* **Directions**: A word-for-word copy of the entries, with images excluded, is the expected answer.

* **Collected data**:
________________________________________

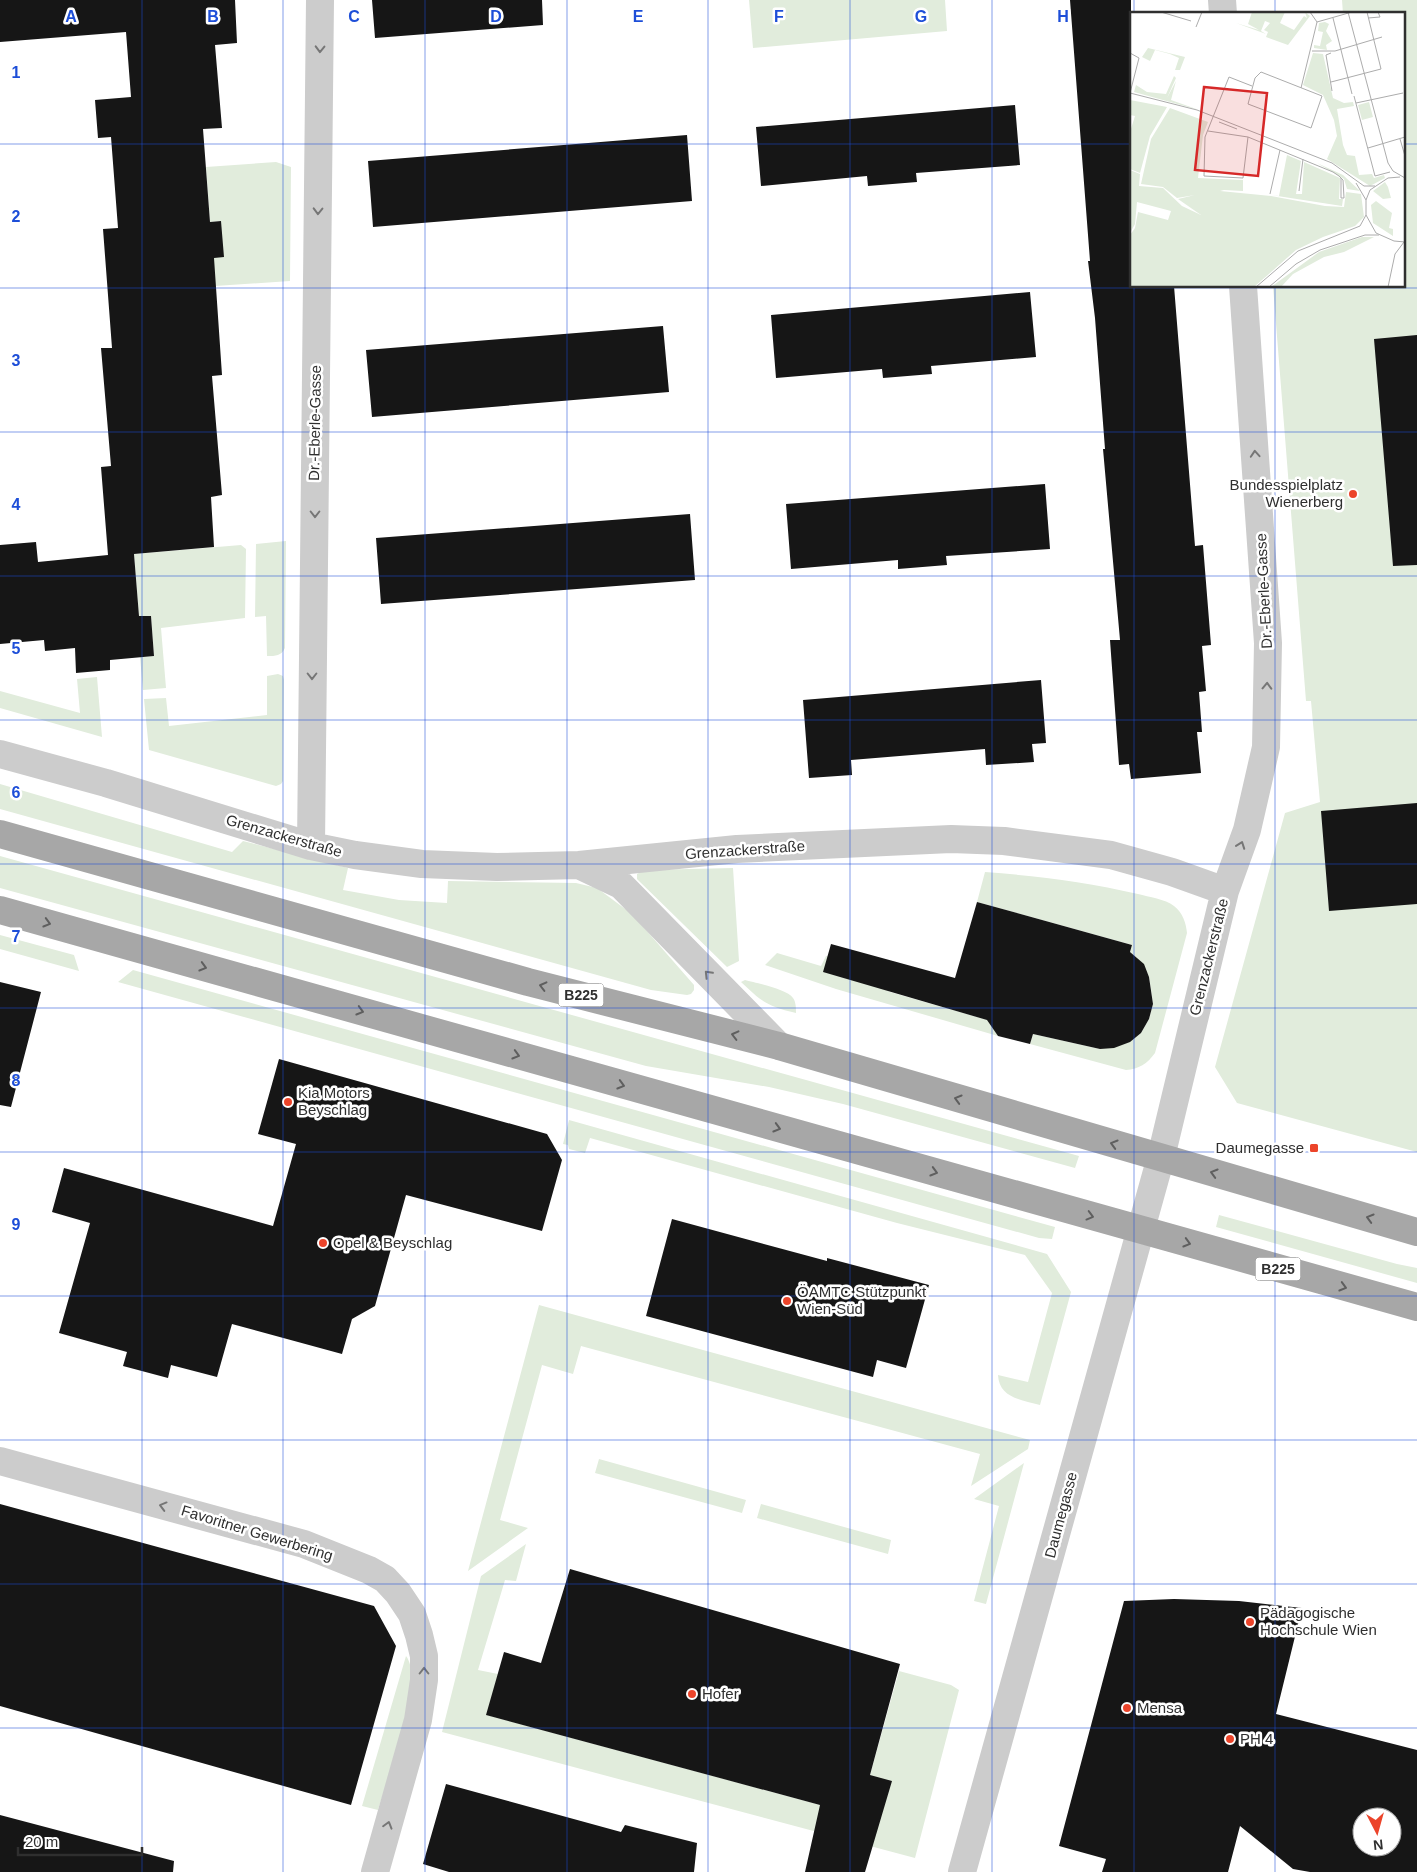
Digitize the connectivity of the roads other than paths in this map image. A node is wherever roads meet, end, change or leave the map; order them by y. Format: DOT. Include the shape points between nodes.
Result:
graph roads {
  1 [pos="320,0"];
  2 [pos="1243,288"];
  3 [pos="0,754"];
  4 [pos="0,834"];
  5 [pos="311,846"];
  6 [pos="579,865"];
  7 [pos="1225,891"];
  8 [pos="0,910"];
  9 [pos="779,1046"];
  10 [pos="1161,1157"];
  11 [pos="1140,1230"];
  12 [pos="1417,1232"];
  13 [pos="1417,1307"];
  14 [pos="0,1461"];
  15 [pos="375,1872"];
  16 [pos="962,1872"];
  1 -- 5 [label="street, Dr.-Eberle-Gasse, one-way"];
  7 -- 2 [label="street, Dr.-Eberle-Gasse, one-way" via="1247,830 1266,747 1268,643"];
  3 -- 5 [label="street, Grenzackerstraße"];
  9 -- 4 [label="main road, B225, one-way" via="528,982"];
  5 -- 6 [label="street, Grenzackerstraße" via="422,864 498,867"];
  6 -- 7 [label="street, Grenzackerstraße" via="737,849 951,840 1004,841 1111,855"];
  9 -- 6 [label="street, one-way" via="621,885"];
  7 -- 10 [label="street, Grenzackerstraße"];
  8 -- 11 [label="main road, B225, one-way"];
  10 -- 9 [label="main road, B225, one-way"];
  10 -- 11 [label="street, Daumegasse"];
  12 -- 10 [label="main road, B225, one-way"];
  11 -- 13 [label="main road, B225, one-way"];
  11 -- 16 [label="street, Daumegasse"];
  15 -- 14 [label="street, Favoritner Gewerbering, one-way" via="418,1720 424,1680 424,1656 419,1635 412,1614 398,1593 385,1579 369,1570 304,1544"];
}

________________________________________

* **Expected output**:
Digitize the connectivity of the roads other than paths in this map image. A node is wherever roads meet, end, change or leave the map; order them by y. Format: DOT. Include the shape points between nodes.
Result:
graph roads {
  1 [pos="320,0"];
  2 [pos="1243,288"];
  3 [pos="0,754"];
  4 [pos="0,834"];
  5 [pos="311,846"];
  6 [pos="579,865"];
  7 [pos="1225,891"];
  8 [pos="0,910"];
  9 [pos="779,1046"];
  10 [pos="1161,1157"];
  11 [pos="1140,1230"];
  12 [pos="1417,1232"];
  13 [pos="1417,1307"];
  14 [pos="0,1461"];
  15 [pos="375,1872"];
  16 [pos="962,1872"];
  1 -- 5 [label="street, Dr.-Eberle-Gasse, one-way"];
  7 -- 2 [label="street, Dr.-Eberle-Gasse, one-way" via="1247,830 1266,747 1268,643"];
  3 -- 5 [label="street, Grenzackerstraße"];
  9 -- 4 [label="main road, B225, one-way" via="528,982"];
  5 -- 6 [label="street, Grenzackerstraße" via="422,864 498,867"];
  6 -- 7 [label="street, Grenzackerstraße" via="737,849 951,840 1004,841 1111,855"];
  9 -- 6 [label="street, one-way" via="621,885"];
  7 -- 10 [label="street, Grenzackerstraße"];
  8 -- 11 [label="main road, B225, one-way"];
  10 -- 9 [label="main road, B225, one-way"];
  10 -- 11 [label="street, Daumegasse"];
  12 -- 10 [label="main road, B225, one-way"];
  11 -- 13 [label="main road, B225, one-way"];
  11 -- 16 [label="street, Daumegasse"];
  15 -- 14 [label="street, Favoritner Gewerbering, one-way" via="418,1720 424,1680 424,1656 419,1635 412,1614 398,1593 385,1579 369,1570 304,1544"];
}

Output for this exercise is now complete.